*** Opening Input data ***
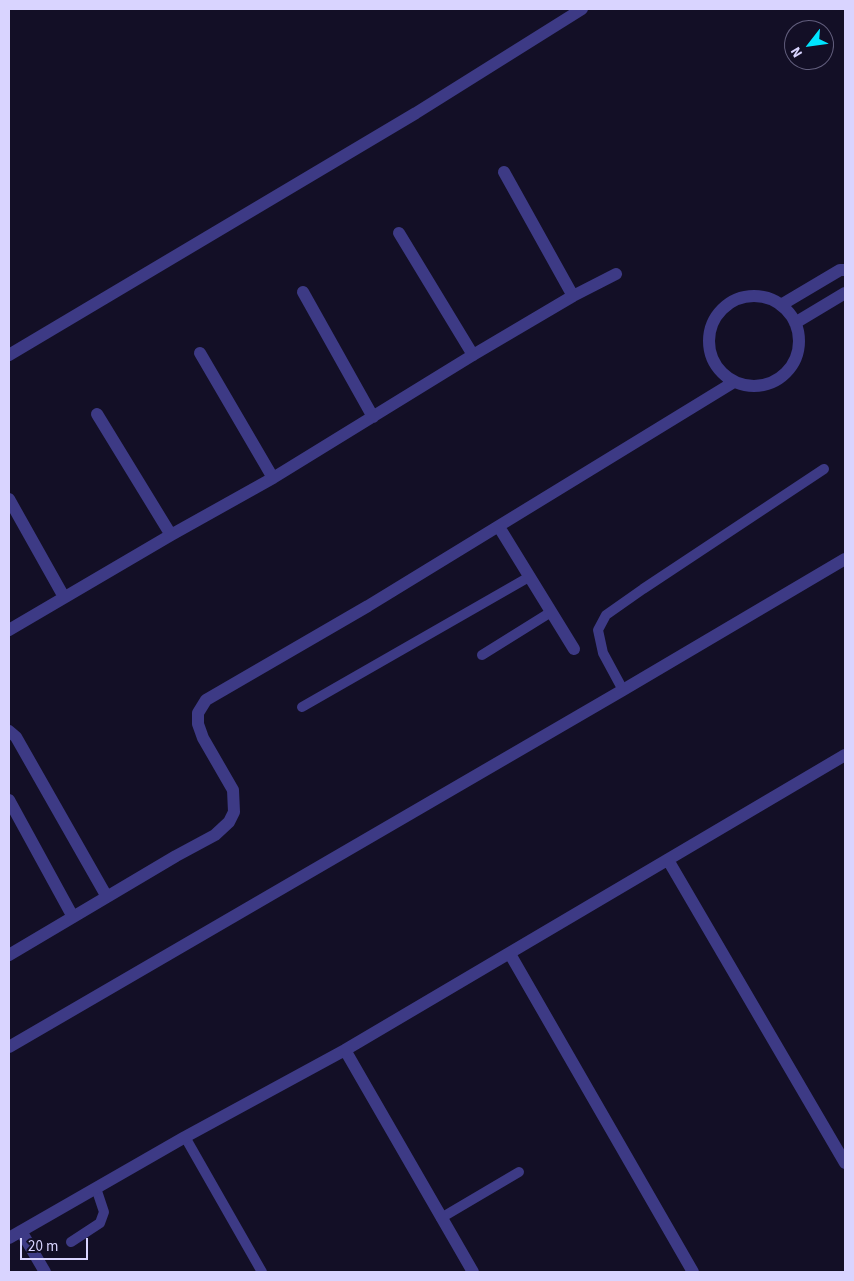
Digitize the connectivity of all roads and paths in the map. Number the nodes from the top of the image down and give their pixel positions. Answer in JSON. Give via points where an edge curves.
{"nodes":[{"id":1,"x":582,"y":9,"type":"edge"},
{"id":2,"x":504,"y":172,"type":"dead end"},
{"id":3,"x":399,"y":233,"type":"dead end"},
{"id":4,"x":845,"y":270,"type":"edge"},
{"id":5,"x":616,"y":274,"type":"dead end"},
{"id":6,"x":303,"y":292,"type":"dead end"},
{"id":7,"x":845,"y":293,"type":"edge"},
{"id":8,"x":573,"y":296,"type":"junction"},
{"id":9,"x":781,"y":305,"type":"junction"},
{"id":10,"x":795,"y":324,"type":"junction"},
{"id":11,"x":200,"y":353,"type":"dead end"},
{"id":12,"x":9,"y":355,"type":"edge"},
{"id":13,"x":473,"y":355,"type":"junction"},
{"id":14,"x":734,"y":382,"type":"junction"},
{"id":15,"x":97,"y":414,"type":"dead end"},
{"id":16,"x":373,"y":417,"type":"junction"},
{"id":17,"x":824,"y":469,"type":"dead end"},
{"id":18,"x":273,"y":478,"type":"junction"},
{"id":19,"x":9,"y":499,"type":"edge"},
{"id":20,"x":499,"y":527,"type":"junction"},
{"id":21,"x":170,"y":535,"type":"junction"},
{"id":22,"x":845,"y":559,"type":"edge"},
{"id":23,"x":529,"y":577,"type":"junction"},
{"id":24,"x":64,"y":597,"type":"junction"},
{"id":25,"x":551,"y":612,"type":"junction"},
{"id":26,"x":9,"y":630,"type":"edge"},
{"id":27,"x":574,"y":649,"type":"dead end"},
{"id":28,"x":482,"y":655,"type":"dead end"},
{"id":29,"x":623,"y":690,"type":"junction"},
{"id":30,"x":302,"y":707,"type":"dead end"},
{"id":31,"x":11,"y":737,"type":"edge"},
{"id":32,"x":845,"y":755,"type":"edge"},
{"id":33,"x":9,"y":800,"type":"edge"},
{"id":34,"x":668,"y":860,"type":"junction"},
{"id":35,"x":107,"y":897,"type":"junction"},
{"id":36,"x":73,"y":917,"type":"junction"},
{"id":37,"x":510,"y":954,"type":"junction"},
{"id":38,"x":9,"y":955,"type":"edge"},
{"id":39,"x":9,"y":1046,"type":"edge"},
{"id":40,"x":345,"y":1050,"type":"junction"},
{"id":41,"x":185,"y":1137,"type":"junction"},
{"id":42,"x":845,"y":1163,"type":"edge"},
{"id":43,"x":519,"y":1172,"type":"dead end"},
{"id":44,"x":96,"y":1188,"type":"junction"},
{"id":45,"x":441,"y":1218,"type":"junction"},
{"id":46,"x":21,"y":1232,"type":"junction"},
{"id":47,"x":9,"y":1238,"type":"edge"},
{"id":48,"x":71,"y":1242,"type":"dead end"},
{"id":49,"x":45,"y":1272,"type":"edge"},
{"id":50,"x":262,"y":1272,"type":"edge"},
{"id":51,"x":473,"y":1272,"type":"edge"},
{"id":52,"x":693,"y":1272,"type":"edge"}],
"edges":[{"from":1,"to":12,"type":"street","via":[[416,113]]},
{"from":2,"to":8,"type":"street"},
{"from":3,"to":13,"type":"street"},
{"from":4,"to":9,"type":"street"},
{"from":5,"to":8,"type":"street"},
{"from":6,"to":16,"type":"street"},
{"from":7,"to":10,"type":"street"},
{"from":8,"to":13,"type":"street"},
{"from":9,"to":10,"type":"street"},
{"from":9,"to":14,"type":"street","via":[[768,298],[753,296],[726,306],[716,318],[710,331],[709,346],[722,373]]},
{"from":10,"to":14,"type":"street","via":[[799,345],[796,359],[788,372],[763,386]]},
{"from":11,"to":18,"type":"street"},
{"from":13,"to":16,"type":"street"},
{"from":14,"to":20,"type":"street"},
{"from":15,"to":21,"type":"street"},
{"from":16,"to":18,"type":"street"},
{"from":17,"to":29,"type":"lane","via":[[606,615],[598,630],[603,653]]},
{"from":18,"to":21,"type":"street"},
{"from":19,"to":24,"type":"street"},
{"from":20,"to":23,"type":"street"},
{"from":20,"to":35,"type":"street","via":[[206,700],[198,713],[198,724],[233,790],[234,812],[229,822],[215,835]]},
{"from":21,"to":24,"type":"street"},
{"from":22,"to":29,"type":"street"},
{"from":23,"to":25,"type":"street"},
{"from":23,"to":30,"type":"lane"},
{"from":24,"to":26,"type":"street"},
{"from":25,"to":27,"type":"street"},
{"from":25,"to":28,"type":"lane"},
{"from":29,"to":39,"type":"street"},
{"from":31,"to":35,"type":"street"},
{"from":32,"to":34,"type":"street"},
{"from":33,"to":36,"type":"street"},
{"from":34,"to":37,"type":"street"},
{"from":34,"to":42,"type":"street"},
{"from":35,"to":36,"type":"street"},
{"from":36,"to":38,"type":"street"},
{"from":37,"to":40,"type":"street"},
{"from":37,"to":52,"type":"street"},
{"from":40,"to":41,"type":"street"},
{"from":40,"to":45,"type":"street"},
{"from":41,"to":44,"type":"street"},
{"from":41,"to":50,"type":"lane"},
{"from":43,"to":45,"type":"lane"},
{"from":44,"to":46,"type":"street"},
{"from":44,"to":48,"type":"lane","via":[[104,1212],[100,1223]]},
{"from":45,"to":51,"type":"street"},
{"from":46,"to":47,"type":"street"},
{"from":46,"to":49,"type":"street"}]}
*** Closing Input data ***
Task goal:
Reproduce all of the entries exactly as they appear, though any picture they include must be omitted.

Exercise output:
Digitize the connectivity of all roads and paths in the map. Number the nodes from the top of the image down and give their pixel positions. Answer in JSON. Give via points where an edge curves.
{"nodes":[{"id":1,"x":582,"y":9,"type":"edge"},
{"id":2,"x":504,"y":172,"type":"dead end"},
{"id":3,"x":399,"y":233,"type":"dead end"},
{"id":4,"x":845,"y":270,"type":"edge"},
{"id":5,"x":616,"y":274,"type":"dead end"},
{"id":6,"x":303,"y":292,"type":"dead end"},
{"id":7,"x":845,"y":293,"type":"edge"},
{"id":8,"x":573,"y":296,"type":"junction"},
{"id":9,"x":781,"y":305,"type":"junction"},
{"id":10,"x":795,"y":324,"type":"junction"},
{"id":11,"x":200,"y":353,"type":"dead end"},
{"id":12,"x":9,"y":355,"type":"edge"},
{"id":13,"x":473,"y":355,"type":"junction"},
{"id":14,"x":734,"y":382,"type":"junction"},
{"id":15,"x":97,"y":414,"type":"dead end"},
{"id":16,"x":373,"y":417,"type":"junction"},
{"id":17,"x":824,"y":469,"type":"dead end"},
{"id":18,"x":273,"y":478,"type":"junction"},
{"id":19,"x":9,"y":499,"type":"edge"},
{"id":20,"x":499,"y":527,"type":"junction"},
{"id":21,"x":170,"y":535,"type":"junction"},
{"id":22,"x":845,"y":559,"type":"edge"},
{"id":23,"x":529,"y":577,"type":"junction"},
{"id":24,"x":64,"y":597,"type":"junction"},
{"id":25,"x":551,"y":612,"type":"junction"},
{"id":26,"x":9,"y":630,"type":"edge"},
{"id":27,"x":574,"y":649,"type":"dead end"},
{"id":28,"x":482,"y":655,"type":"dead end"},
{"id":29,"x":623,"y":690,"type":"junction"},
{"id":30,"x":302,"y":707,"type":"dead end"},
{"id":31,"x":11,"y":737,"type":"edge"},
{"id":32,"x":845,"y":755,"type":"edge"},
{"id":33,"x":9,"y":800,"type":"edge"},
{"id":34,"x":668,"y":860,"type":"junction"},
{"id":35,"x":107,"y":897,"type":"junction"},
{"id":36,"x":73,"y":917,"type":"junction"},
{"id":37,"x":510,"y":954,"type":"junction"},
{"id":38,"x":9,"y":955,"type":"edge"},
{"id":39,"x":9,"y":1046,"type":"edge"},
{"id":40,"x":345,"y":1050,"type":"junction"},
{"id":41,"x":185,"y":1137,"type":"junction"},
{"id":42,"x":845,"y":1163,"type":"edge"},
{"id":43,"x":519,"y":1172,"type":"dead end"},
{"id":44,"x":96,"y":1188,"type":"junction"},
{"id":45,"x":441,"y":1218,"type":"junction"},
{"id":46,"x":21,"y":1232,"type":"junction"},
{"id":47,"x":9,"y":1238,"type":"edge"},
{"id":48,"x":71,"y":1242,"type":"dead end"},
{"id":49,"x":45,"y":1272,"type":"edge"},
{"id":50,"x":262,"y":1272,"type":"edge"},
{"id":51,"x":473,"y":1272,"type":"edge"},
{"id":52,"x":693,"y":1272,"type":"edge"}],
"edges":[{"from":1,"to":12,"type":"street","via":[[416,113]]},
{"from":2,"to":8,"type":"street"},
{"from":3,"to":13,"type":"street"},
{"from":4,"to":9,"type":"street"},
{"from":5,"to":8,"type":"street"},
{"from":6,"to":16,"type":"street"},
{"from":7,"to":10,"type":"street"},
{"from":8,"to":13,"type":"street"},
{"from":9,"to":10,"type":"street"},
{"from":9,"to":14,"type":"street","via":[[768,298],[753,296],[726,306],[716,318],[710,331],[709,346],[722,373]]},
{"from":10,"to":14,"type":"street","via":[[799,345],[796,359],[788,372],[763,386]]},
{"from":11,"to":18,"type":"street"},
{"from":13,"to":16,"type":"street"},
{"from":14,"to":20,"type":"street"},
{"from":15,"to":21,"type":"street"},
{"from":16,"to":18,"type":"street"},
{"from":17,"to":29,"type":"lane","via":[[606,615],[598,630],[603,653]]},
{"from":18,"to":21,"type":"street"},
{"from":19,"to":24,"type":"street"},
{"from":20,"to":23,"type":"street"},
{"from":20,"to":35,"type":"street","via":[[206,700],[198,713],[198,724],[233,790],[234,812],[229,822],[215,835]]},
{"from":21,"to":24,"type":"street"},
{"from":22,"to":29,"type":"street"},
{"from":23,"to":25,"type":"street"},
{"from":23,"to":30,"type":"lane"},
{"from":24,"to":26,"type":"street"},
{"from":25,"to":27,"type":"street"},
{"from":25,"to":28,"type":"lane"},
{"from":29,"to":39,"type":"street"},
{"from":31,"to":35,"type":"street"},
{"from":32,"to":34,"type":"street"},
{"from":33,"to":36,"type":"street"},
{"from":34,"to":37,"type":"street"},
{"from":34,"to":42,"type":"street"},
{"from":35,"to":36,"type":"street"},
{"from":36,"to":38,"type":"street"},
{"from":37,"to":40,"type":"street"},
{"from":37,"to":52,"type":"street"},
{"from":40,"to":41,"type":"street"},
{"from":40,"to":45,"type":"street"},
{"from":41,"to":44,"type":"street"},
{"from":41,"to":50,"type":"lane"},
{"from":43,"to":45,"type":"lane"},
{"from":44,"to":46,"type":"street"},
{"from":44,"to":48,"type":"lane","via":[[104,1212],[100,1223]]},
{"from":45,"to":51,"type":"street"},
{"from":46,"to":47,"type":"street"},
{"from":46,"to":49,"type":"street"}]}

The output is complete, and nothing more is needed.